An annual ancient ritual influenced the series of bird dancers, as the two dancers dressed in the costume of birds, look like being in a state of metamorphosis, half human, half bird, while nature also has a way of carving out this state on the cliffs of Formentor and Torrent de Pareis. Small islands became my ‘sentinels’, another long series but the longest series is ‘Source’ which began with the image of a lake among mountains that extended the thinking in many other directions’.
Statement by the artist, Mallorca, 1998.
Sentinels
‘The thinking was on those large rocks, or small islands, depending on your conception of them, that are all around the island. They all have their own visual characteristics and sit like silent onlookers, beyond time. This forms part of the basis for the thinking that has influenced various series collectively forming a consideration of time. One island in particular, El Colomer which sits off the coast on the way to Formentor, is significant in this series and took on various forms in situations in the work even to the extent of being uprooted from out of the sea and placed on a kind of table for a silent dialogue of questioning between viewer and image’
Robert Cargill, 1998.







Source
‘Source is the longest series that has come about so far and its implications are almost or in fact endless. The motivation began from seeing the lake in the Torrent de Gorg Blau from a height and I liked the idea of seeing this water, which itself is a source, in the middle of a mountainous landscape.’
Robert Cargill on Source series, 1999.
‘I was quite taken by this image of water, rock and space…then worked on gouaches of the original concept that eventually took off in other directions. The lake transformed into a palette, then a head..’
Robert Cargill on Source series, 1999.








‘They had taken my attention for years even if only at a distance and I always made little drawings of them in all weathers in my notebooks even when passing in a bus going to Palma…..’
Robert Cargill on Alaró series, Mallorca,1998.
Alaró Mountains



‘I went back for close encounters, between, around, and up in the extreme heat and glare of high summer. It was in those conditions that the thinking was extended again as looking into that light whole mountains disintegrated.
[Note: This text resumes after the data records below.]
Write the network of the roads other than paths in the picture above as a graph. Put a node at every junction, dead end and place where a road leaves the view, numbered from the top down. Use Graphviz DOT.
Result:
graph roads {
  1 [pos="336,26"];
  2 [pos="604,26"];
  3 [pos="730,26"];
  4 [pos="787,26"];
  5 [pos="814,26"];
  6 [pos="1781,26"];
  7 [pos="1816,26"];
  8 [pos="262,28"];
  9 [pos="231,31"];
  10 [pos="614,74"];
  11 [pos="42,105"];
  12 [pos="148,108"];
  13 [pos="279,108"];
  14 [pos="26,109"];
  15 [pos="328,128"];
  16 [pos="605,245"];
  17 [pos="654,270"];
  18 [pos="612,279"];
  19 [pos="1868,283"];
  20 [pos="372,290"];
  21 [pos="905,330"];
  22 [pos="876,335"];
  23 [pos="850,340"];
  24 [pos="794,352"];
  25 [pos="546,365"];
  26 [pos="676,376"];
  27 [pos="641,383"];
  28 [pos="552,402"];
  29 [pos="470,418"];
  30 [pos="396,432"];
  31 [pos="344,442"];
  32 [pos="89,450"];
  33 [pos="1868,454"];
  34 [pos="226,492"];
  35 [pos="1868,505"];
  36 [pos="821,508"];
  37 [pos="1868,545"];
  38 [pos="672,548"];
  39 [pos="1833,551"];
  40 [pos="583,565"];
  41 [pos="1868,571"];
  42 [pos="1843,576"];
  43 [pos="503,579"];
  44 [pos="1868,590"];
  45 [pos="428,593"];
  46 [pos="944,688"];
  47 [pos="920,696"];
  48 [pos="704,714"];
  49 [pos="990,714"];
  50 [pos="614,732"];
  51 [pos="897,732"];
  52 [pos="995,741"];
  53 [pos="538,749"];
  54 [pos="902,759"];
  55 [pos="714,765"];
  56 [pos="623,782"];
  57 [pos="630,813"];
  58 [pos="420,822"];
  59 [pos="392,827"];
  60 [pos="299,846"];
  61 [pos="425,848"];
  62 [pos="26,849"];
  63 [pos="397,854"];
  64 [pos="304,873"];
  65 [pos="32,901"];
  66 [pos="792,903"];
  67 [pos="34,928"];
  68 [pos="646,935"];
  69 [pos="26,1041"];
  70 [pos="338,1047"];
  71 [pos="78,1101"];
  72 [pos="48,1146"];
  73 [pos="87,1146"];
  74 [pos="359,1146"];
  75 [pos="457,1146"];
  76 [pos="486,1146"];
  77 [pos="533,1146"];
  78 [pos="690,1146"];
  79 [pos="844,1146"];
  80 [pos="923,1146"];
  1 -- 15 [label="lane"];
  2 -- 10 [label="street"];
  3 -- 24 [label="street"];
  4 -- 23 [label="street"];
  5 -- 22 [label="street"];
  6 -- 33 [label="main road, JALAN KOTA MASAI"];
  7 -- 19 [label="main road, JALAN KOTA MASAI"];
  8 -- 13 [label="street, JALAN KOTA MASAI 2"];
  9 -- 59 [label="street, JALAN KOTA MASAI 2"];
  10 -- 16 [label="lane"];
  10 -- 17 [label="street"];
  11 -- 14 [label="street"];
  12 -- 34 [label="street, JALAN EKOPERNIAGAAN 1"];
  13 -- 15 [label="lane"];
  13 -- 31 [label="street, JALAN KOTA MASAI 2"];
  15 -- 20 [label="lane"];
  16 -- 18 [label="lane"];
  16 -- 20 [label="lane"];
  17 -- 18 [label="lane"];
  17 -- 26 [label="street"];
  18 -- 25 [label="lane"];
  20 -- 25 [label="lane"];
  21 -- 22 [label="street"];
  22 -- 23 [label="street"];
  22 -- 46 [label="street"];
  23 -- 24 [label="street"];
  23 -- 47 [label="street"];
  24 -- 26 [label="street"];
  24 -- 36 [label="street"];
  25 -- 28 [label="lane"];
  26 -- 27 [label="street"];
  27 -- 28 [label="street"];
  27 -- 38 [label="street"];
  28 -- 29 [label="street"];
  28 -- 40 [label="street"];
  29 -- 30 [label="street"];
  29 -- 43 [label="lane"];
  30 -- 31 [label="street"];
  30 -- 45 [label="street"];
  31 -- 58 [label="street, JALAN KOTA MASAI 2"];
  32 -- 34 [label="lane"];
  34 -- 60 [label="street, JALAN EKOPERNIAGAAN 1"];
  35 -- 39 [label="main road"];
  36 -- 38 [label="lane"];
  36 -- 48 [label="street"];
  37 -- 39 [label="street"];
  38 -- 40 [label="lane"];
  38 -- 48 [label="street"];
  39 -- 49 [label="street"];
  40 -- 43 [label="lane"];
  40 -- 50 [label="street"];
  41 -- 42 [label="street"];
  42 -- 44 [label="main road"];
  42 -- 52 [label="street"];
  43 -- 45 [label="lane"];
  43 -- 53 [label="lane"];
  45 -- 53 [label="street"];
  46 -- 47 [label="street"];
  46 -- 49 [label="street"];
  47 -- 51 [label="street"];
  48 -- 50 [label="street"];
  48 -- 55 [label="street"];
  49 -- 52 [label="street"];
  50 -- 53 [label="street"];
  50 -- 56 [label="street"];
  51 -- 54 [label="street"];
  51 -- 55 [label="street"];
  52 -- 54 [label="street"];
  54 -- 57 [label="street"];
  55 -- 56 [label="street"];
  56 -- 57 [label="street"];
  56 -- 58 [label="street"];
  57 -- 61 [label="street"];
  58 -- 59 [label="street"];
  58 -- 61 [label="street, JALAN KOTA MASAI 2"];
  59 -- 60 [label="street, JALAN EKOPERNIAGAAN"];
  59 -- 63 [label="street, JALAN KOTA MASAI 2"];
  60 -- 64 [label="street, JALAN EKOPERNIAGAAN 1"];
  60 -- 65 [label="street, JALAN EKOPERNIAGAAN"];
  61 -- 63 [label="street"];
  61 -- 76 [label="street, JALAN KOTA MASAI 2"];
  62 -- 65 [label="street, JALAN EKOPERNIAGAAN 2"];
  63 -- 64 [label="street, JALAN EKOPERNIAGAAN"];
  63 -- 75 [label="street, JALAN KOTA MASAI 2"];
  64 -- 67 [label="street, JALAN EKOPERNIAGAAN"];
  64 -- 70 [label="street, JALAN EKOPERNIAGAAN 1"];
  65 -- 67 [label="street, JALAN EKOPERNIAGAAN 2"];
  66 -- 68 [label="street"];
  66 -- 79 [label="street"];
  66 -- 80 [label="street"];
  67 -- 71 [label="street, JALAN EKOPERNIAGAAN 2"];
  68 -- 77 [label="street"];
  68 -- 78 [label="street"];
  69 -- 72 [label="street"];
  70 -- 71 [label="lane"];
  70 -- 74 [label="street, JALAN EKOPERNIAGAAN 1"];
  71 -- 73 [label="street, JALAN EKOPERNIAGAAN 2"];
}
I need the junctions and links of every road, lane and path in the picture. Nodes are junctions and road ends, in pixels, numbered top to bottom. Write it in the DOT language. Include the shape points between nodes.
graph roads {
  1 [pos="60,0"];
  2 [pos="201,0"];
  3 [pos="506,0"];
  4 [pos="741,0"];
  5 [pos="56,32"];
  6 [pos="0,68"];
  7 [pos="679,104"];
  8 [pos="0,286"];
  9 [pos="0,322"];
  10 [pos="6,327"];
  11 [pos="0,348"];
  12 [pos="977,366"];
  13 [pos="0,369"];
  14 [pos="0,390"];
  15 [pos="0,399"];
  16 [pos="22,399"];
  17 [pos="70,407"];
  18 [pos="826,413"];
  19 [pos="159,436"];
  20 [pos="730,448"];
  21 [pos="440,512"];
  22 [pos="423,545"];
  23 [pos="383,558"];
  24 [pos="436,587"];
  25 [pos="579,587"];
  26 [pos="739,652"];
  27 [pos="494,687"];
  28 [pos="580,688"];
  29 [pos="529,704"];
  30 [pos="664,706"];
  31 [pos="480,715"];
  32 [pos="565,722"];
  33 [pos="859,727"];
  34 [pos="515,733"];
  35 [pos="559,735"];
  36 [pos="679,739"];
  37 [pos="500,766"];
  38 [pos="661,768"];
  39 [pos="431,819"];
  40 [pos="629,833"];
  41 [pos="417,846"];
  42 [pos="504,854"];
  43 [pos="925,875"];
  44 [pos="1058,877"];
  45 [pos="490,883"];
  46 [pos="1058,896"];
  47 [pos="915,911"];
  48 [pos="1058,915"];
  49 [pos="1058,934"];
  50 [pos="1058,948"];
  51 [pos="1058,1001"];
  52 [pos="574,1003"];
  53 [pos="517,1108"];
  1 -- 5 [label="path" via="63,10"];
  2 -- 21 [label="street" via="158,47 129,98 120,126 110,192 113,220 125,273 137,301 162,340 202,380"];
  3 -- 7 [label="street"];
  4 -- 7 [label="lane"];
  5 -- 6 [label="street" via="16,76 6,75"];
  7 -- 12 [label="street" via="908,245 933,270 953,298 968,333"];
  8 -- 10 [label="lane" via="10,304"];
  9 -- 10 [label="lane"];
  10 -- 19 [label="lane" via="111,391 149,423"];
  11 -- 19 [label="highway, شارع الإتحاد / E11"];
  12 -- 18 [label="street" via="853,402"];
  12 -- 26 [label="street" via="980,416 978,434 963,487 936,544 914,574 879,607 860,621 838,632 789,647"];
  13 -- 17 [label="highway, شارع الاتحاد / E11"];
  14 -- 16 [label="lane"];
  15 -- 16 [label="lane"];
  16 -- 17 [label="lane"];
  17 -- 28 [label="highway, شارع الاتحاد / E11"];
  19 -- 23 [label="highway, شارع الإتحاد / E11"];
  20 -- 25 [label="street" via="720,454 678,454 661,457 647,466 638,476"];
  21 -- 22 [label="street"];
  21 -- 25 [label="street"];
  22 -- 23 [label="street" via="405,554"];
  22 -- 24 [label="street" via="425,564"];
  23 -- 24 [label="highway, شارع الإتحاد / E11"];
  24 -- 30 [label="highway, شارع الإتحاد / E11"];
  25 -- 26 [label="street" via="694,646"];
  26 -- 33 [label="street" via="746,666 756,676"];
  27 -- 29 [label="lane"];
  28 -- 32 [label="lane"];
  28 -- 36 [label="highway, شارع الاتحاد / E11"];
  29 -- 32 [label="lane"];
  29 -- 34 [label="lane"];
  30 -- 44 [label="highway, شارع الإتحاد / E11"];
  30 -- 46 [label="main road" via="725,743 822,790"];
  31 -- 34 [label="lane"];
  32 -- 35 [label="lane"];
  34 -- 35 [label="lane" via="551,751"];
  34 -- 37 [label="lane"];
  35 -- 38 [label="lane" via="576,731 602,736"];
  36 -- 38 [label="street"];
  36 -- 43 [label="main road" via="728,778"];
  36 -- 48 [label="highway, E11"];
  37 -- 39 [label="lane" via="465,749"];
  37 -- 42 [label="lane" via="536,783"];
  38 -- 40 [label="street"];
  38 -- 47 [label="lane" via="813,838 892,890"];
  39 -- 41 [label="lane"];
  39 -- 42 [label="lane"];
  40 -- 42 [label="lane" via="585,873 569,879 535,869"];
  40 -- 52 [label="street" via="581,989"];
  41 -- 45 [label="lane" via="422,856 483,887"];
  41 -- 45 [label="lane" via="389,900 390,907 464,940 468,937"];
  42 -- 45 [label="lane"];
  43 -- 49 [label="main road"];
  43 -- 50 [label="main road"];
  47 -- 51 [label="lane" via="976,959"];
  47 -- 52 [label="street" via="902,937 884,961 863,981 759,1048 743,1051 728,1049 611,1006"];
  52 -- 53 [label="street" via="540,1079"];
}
Now being the cutting edge between past and future, you could almost feel or catch a glimpse of another dimension.’
Robert Cargill, Mallorca,1998.






Mountain and Cloud
‘When I first came to live and work on this island I dealt with mountain images that somehow or other made me deal with ladders as people tend to use these two images to consider how high they think they are regarding their position in the way of things. ‘
Robert Cargill, 1998.









Ladders
‘The local ladders are triangular and have a projecting arm or horn at the top and depending on their construction can take on almost human or animal characteristics.’
Robert Cargill, 1998.








Bird Dancers


‘An annual ancient ritual influenced the series of bird dancers, as the two dancers dressed in the costume of birds, look like being in a state of metamorphosis, half human, half bird.’
Robert Cargill, 1998.



The ancient ritual referred to above is the dance of Les Aguiles – the eagles – led by Sant Joan de Pelós (the Baptist) which takes place each year in Pollença at Corpus Christi.
‘….metamorphosis..nature also has a way of carving out this state on the cliffs of Formentor and Torrent de Pareis.’











‘Digging Up Scotland’ appears in ‘Whereabouts’ by Alastair Reid, published by White Pine Press. It was also published by Edinburgh Book Festival Editions, and in the New Yorker in 1997.